Required work: Find every line of the listing below where "roads" appears, and copy it.

Given data:
------------------------
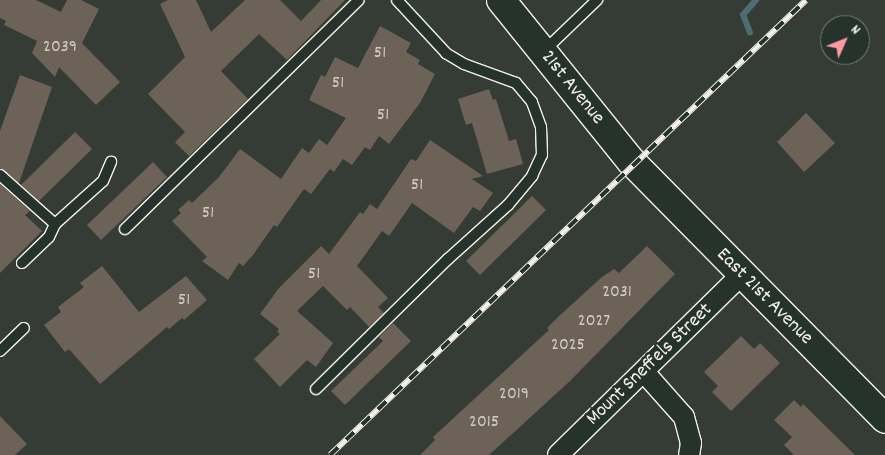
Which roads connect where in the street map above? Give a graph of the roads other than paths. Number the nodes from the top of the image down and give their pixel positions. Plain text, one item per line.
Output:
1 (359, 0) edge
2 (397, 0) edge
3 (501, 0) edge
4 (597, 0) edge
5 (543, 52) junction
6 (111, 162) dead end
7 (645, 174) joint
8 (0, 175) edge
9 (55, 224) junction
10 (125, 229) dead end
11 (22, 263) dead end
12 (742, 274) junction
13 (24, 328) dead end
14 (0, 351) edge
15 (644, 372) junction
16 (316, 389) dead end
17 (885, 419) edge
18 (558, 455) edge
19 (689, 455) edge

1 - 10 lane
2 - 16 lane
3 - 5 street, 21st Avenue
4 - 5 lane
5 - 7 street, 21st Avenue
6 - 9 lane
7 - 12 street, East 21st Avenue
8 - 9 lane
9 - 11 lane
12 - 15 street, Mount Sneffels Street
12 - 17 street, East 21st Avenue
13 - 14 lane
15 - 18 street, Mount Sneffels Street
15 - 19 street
------------------------
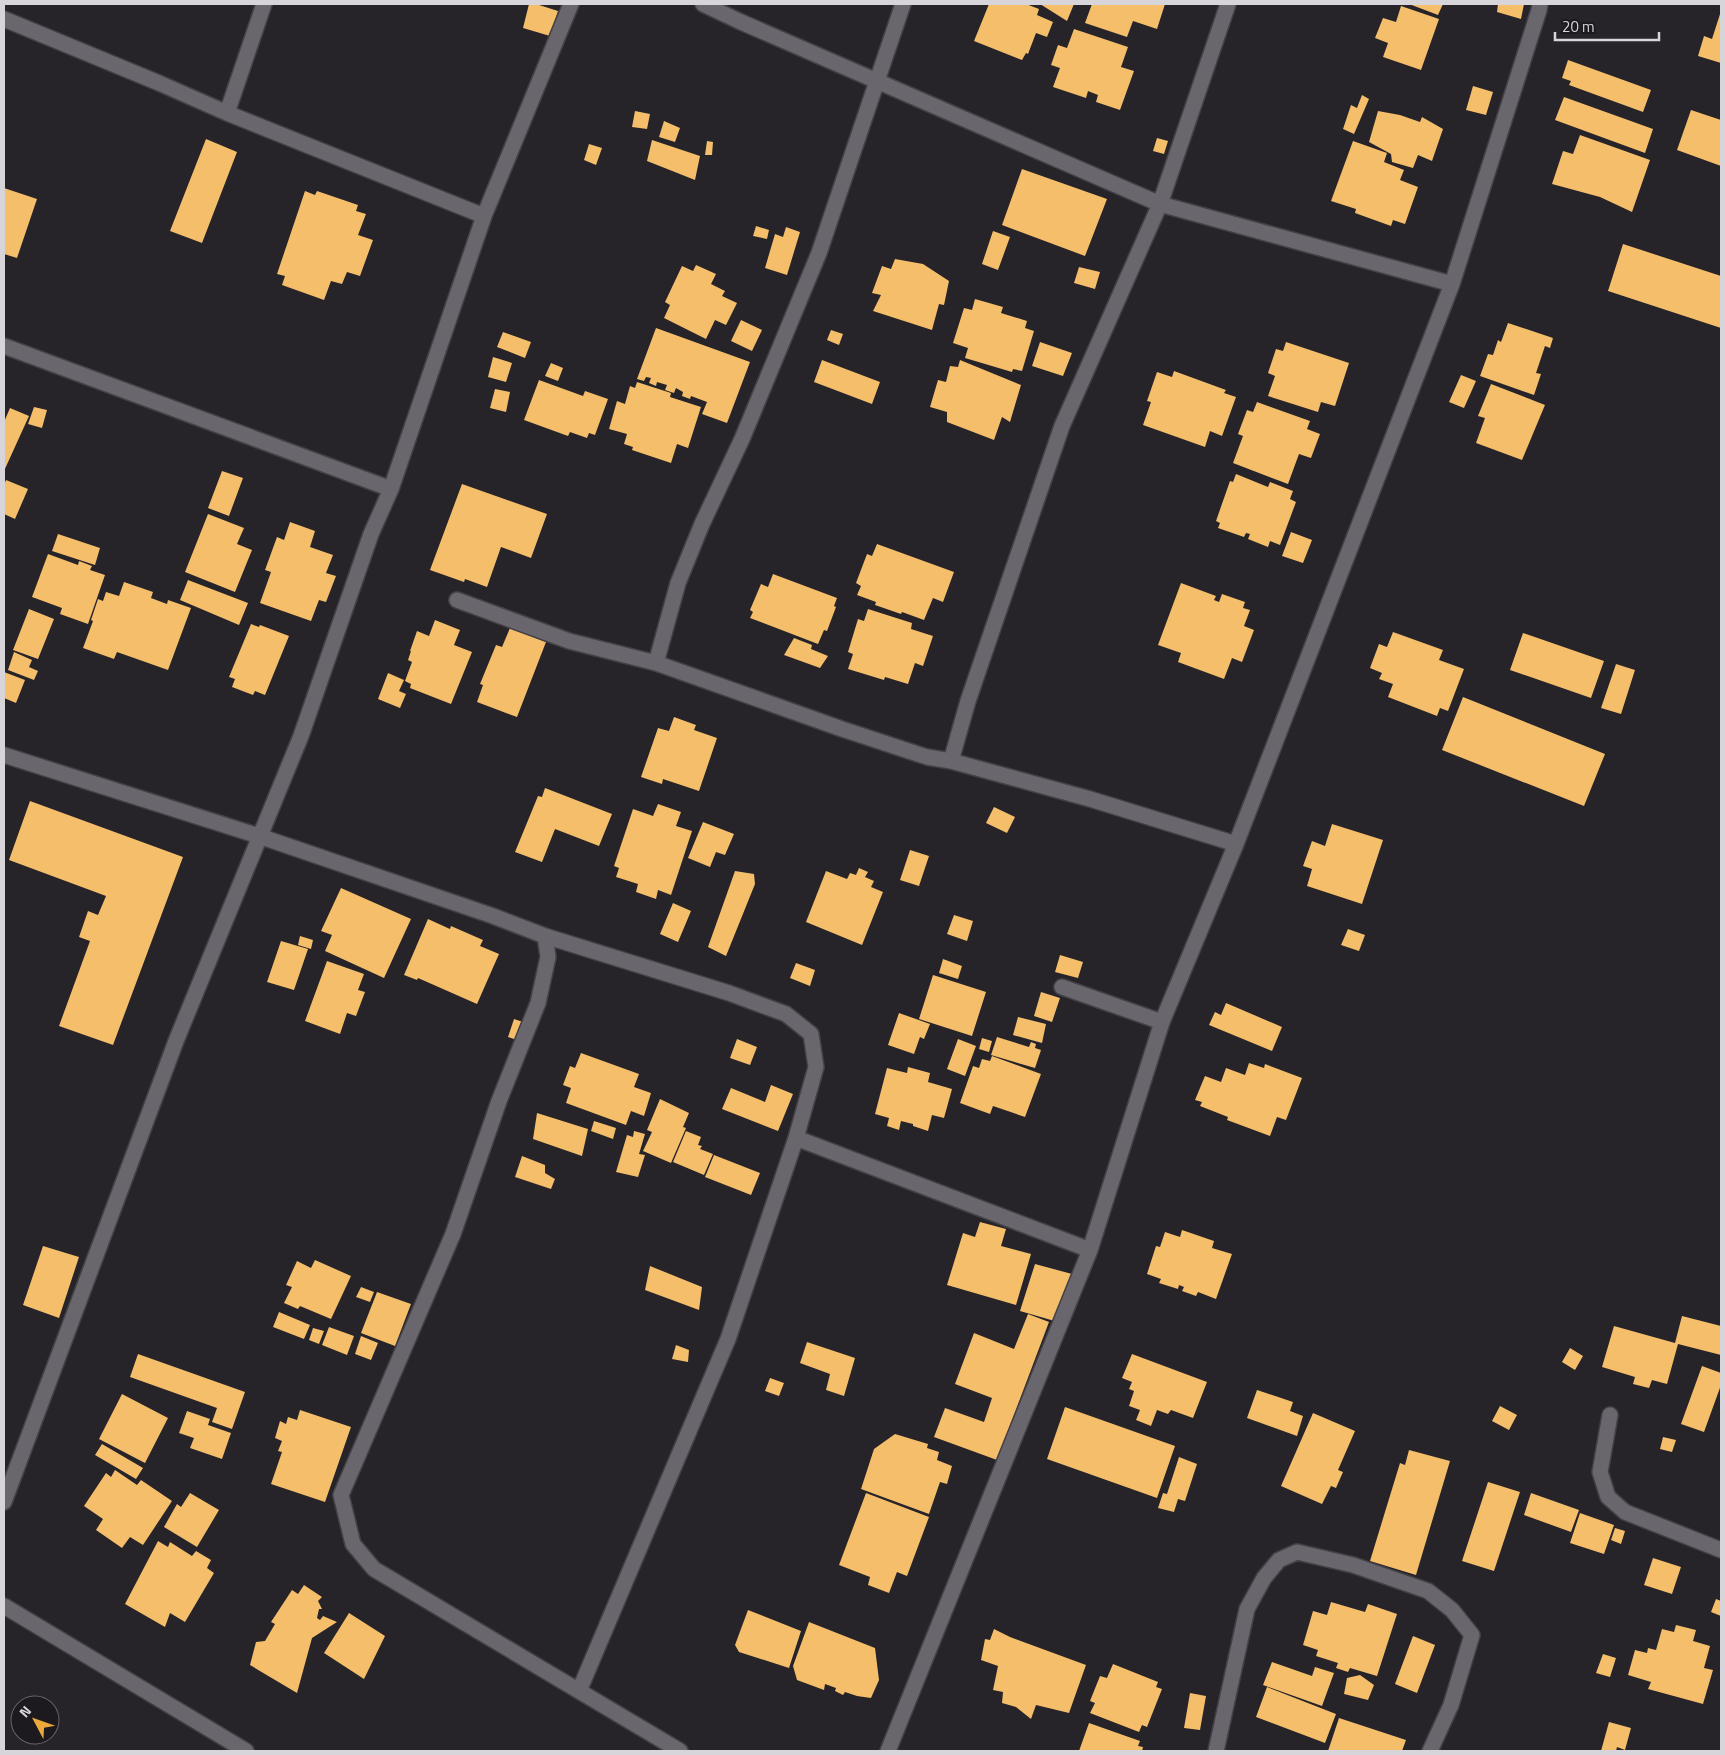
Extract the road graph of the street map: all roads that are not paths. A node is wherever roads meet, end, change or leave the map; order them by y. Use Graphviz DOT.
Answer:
------------------------
Expected answer:
Which roads connect where in the street map above? Give a graph of the roads other than paths. Number the nodes from the top of the image down and give their pixel positions. Plain text, one item per line.
Extract the road graph of the street map: all roads that are not paths. A node is wherever roads meet, end, change or leave the map; order them by y. Use Graphviz DOT.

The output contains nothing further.